* **Work order**: In the records below, find the lines that include "Окружная" and copy each.

Excerpts from a dataset

---+---

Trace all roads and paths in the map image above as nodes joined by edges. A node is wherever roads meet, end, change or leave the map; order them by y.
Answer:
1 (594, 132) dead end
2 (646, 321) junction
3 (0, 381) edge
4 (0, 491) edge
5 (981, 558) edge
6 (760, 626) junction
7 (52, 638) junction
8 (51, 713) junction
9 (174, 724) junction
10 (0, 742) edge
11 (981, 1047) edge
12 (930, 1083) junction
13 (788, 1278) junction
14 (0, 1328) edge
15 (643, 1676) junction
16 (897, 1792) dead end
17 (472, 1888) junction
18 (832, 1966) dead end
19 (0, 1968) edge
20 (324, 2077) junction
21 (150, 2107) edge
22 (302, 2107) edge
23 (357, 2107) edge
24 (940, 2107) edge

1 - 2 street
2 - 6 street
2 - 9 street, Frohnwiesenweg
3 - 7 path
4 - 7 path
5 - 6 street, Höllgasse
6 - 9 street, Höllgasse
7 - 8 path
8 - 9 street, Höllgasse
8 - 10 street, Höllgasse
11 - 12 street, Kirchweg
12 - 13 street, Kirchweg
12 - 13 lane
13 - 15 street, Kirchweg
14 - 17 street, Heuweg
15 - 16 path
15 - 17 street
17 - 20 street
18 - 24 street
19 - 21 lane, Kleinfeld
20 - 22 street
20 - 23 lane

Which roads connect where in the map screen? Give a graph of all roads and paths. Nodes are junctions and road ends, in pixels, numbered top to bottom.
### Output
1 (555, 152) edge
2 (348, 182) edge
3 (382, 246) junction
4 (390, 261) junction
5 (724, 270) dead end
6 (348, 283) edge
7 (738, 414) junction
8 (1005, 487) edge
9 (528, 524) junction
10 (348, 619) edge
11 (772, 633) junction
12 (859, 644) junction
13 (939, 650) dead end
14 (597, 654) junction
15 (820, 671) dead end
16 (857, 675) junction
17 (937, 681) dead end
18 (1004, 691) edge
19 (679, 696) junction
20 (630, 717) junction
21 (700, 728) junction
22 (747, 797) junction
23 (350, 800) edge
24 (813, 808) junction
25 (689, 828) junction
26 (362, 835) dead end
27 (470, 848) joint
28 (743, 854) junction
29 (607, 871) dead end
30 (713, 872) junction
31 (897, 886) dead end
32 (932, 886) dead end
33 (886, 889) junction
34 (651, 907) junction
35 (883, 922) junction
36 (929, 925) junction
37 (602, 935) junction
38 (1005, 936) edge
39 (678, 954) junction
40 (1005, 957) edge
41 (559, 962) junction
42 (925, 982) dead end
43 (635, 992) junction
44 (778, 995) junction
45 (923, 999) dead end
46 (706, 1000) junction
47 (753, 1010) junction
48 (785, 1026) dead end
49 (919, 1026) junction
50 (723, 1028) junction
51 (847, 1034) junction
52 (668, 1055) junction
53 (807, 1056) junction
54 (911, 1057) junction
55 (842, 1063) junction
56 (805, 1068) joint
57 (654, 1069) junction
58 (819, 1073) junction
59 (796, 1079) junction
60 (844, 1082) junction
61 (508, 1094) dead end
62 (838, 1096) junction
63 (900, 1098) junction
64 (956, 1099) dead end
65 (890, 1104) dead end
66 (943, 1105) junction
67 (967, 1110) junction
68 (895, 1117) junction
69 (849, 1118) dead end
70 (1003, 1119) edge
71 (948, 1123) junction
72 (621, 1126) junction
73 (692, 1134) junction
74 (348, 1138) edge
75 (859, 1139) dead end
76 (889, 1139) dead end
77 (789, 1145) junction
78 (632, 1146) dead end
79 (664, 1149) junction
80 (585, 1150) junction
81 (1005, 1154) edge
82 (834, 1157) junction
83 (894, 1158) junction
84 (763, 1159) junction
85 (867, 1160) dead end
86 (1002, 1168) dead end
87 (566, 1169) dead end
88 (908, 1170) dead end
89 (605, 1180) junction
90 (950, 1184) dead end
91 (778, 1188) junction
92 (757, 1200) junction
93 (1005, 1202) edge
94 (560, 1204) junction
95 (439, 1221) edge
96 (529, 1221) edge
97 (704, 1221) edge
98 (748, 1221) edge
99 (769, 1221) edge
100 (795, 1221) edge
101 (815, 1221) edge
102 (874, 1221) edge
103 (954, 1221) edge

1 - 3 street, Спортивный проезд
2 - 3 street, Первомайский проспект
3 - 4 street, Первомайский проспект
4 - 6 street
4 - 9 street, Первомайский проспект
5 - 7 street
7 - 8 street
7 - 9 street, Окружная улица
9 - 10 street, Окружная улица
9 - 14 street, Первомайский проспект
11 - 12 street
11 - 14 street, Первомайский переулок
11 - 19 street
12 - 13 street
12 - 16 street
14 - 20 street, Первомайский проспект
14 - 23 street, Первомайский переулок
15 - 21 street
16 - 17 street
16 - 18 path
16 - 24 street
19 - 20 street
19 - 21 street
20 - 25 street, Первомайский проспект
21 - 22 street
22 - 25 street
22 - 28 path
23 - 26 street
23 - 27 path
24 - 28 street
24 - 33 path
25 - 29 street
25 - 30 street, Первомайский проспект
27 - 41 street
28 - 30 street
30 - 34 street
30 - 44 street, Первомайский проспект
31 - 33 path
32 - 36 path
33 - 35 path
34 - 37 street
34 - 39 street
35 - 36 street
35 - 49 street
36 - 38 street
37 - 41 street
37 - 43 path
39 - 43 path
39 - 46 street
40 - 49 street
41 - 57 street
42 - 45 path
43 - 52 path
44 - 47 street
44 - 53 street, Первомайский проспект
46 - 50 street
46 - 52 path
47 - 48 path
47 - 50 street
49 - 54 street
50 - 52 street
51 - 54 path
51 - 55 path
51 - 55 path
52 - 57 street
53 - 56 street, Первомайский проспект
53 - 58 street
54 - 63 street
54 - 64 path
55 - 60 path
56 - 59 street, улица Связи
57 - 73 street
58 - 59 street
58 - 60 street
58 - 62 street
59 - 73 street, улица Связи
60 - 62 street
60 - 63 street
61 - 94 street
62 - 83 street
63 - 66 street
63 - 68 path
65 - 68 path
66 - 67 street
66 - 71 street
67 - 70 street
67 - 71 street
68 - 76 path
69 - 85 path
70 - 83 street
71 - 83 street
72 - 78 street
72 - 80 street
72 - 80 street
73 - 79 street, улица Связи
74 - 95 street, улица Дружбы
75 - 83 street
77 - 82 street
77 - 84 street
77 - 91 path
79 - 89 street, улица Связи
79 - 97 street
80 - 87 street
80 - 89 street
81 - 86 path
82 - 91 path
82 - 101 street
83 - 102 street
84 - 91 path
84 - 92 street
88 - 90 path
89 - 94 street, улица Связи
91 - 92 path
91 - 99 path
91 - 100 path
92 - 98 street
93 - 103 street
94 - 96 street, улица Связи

---+---

* **Written response**:
7 - 9 street, Окружная улица
9 - 10 street, Окружная улица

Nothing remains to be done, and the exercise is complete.